Exercise prompt: Check every line of the data below for the word "roads" and say how many have it, without further comment.
---- Exercise inputs
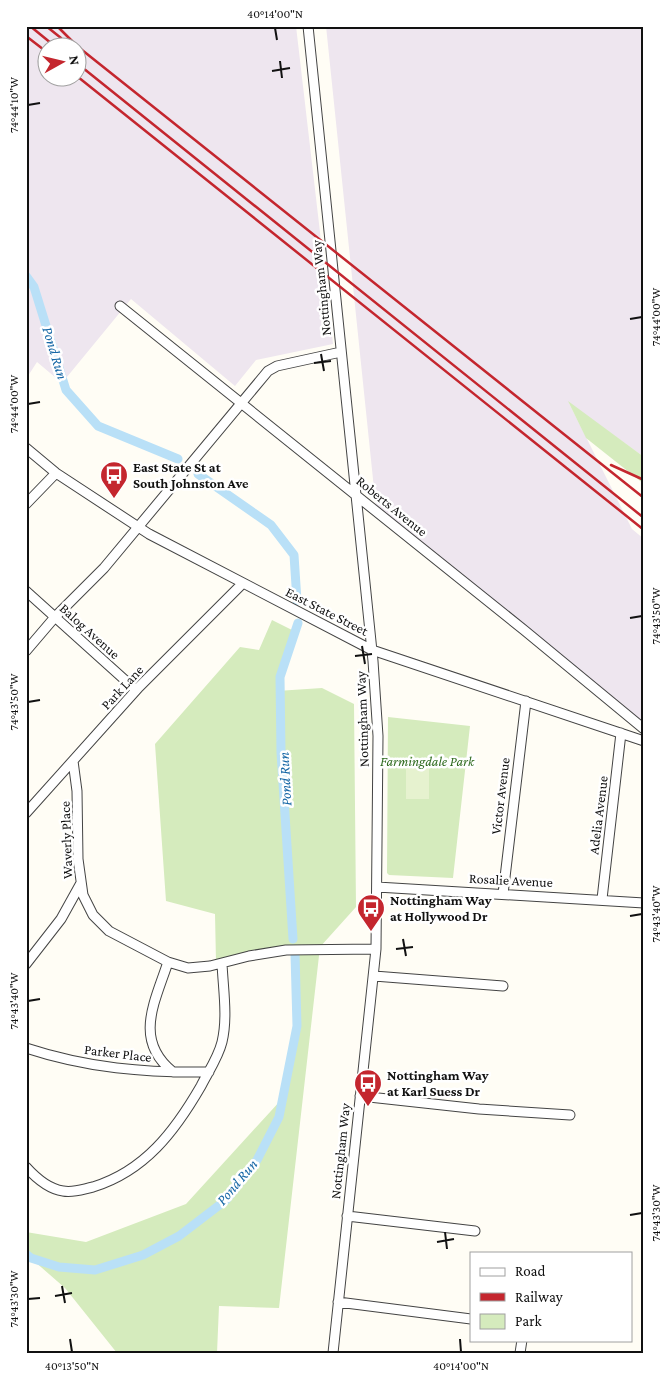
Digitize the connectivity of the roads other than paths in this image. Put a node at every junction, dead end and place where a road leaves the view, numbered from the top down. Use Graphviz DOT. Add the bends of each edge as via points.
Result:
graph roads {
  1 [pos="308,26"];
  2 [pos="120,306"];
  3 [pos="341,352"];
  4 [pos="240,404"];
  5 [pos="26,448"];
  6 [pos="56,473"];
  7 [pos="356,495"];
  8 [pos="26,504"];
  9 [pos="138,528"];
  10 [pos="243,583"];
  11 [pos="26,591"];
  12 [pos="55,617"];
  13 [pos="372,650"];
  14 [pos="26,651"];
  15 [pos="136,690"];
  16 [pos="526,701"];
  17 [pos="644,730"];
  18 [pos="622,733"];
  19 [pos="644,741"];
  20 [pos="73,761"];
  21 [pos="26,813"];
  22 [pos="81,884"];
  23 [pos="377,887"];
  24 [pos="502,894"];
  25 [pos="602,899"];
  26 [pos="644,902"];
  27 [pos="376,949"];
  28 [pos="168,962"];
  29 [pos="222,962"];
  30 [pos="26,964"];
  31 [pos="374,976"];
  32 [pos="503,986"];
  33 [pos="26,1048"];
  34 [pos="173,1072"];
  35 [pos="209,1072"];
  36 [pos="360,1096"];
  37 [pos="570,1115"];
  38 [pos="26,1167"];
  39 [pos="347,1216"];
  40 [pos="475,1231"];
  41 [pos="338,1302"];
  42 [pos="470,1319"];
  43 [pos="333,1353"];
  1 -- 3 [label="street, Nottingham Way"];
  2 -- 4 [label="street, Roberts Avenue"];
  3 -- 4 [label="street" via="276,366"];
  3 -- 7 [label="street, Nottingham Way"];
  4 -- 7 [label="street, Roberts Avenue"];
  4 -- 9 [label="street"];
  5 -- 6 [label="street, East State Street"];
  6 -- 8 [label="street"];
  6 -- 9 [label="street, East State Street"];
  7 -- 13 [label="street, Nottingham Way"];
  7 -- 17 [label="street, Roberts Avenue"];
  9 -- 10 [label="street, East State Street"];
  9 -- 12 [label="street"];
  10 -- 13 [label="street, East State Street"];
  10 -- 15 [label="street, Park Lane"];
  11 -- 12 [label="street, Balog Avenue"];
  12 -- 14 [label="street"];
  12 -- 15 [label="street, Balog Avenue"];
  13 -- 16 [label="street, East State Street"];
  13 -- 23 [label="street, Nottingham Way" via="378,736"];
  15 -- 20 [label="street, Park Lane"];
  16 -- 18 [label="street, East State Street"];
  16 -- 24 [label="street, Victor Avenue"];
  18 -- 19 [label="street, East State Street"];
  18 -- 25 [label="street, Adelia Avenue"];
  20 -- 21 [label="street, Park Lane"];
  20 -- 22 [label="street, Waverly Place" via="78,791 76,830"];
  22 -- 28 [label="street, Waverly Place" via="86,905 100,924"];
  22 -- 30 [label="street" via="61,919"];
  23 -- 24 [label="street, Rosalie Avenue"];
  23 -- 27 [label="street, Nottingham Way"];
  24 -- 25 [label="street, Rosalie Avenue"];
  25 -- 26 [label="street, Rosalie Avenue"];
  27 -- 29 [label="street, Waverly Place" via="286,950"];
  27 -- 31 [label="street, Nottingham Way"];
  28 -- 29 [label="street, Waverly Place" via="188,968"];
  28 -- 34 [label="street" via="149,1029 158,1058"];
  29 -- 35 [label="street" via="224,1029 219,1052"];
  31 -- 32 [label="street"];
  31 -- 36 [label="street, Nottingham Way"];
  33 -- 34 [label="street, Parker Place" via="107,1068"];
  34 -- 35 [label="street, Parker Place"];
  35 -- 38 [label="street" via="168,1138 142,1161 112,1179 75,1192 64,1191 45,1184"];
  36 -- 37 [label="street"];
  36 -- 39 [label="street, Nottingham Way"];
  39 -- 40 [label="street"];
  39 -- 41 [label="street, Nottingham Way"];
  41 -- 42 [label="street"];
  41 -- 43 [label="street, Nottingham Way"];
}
--------
Answer space: 2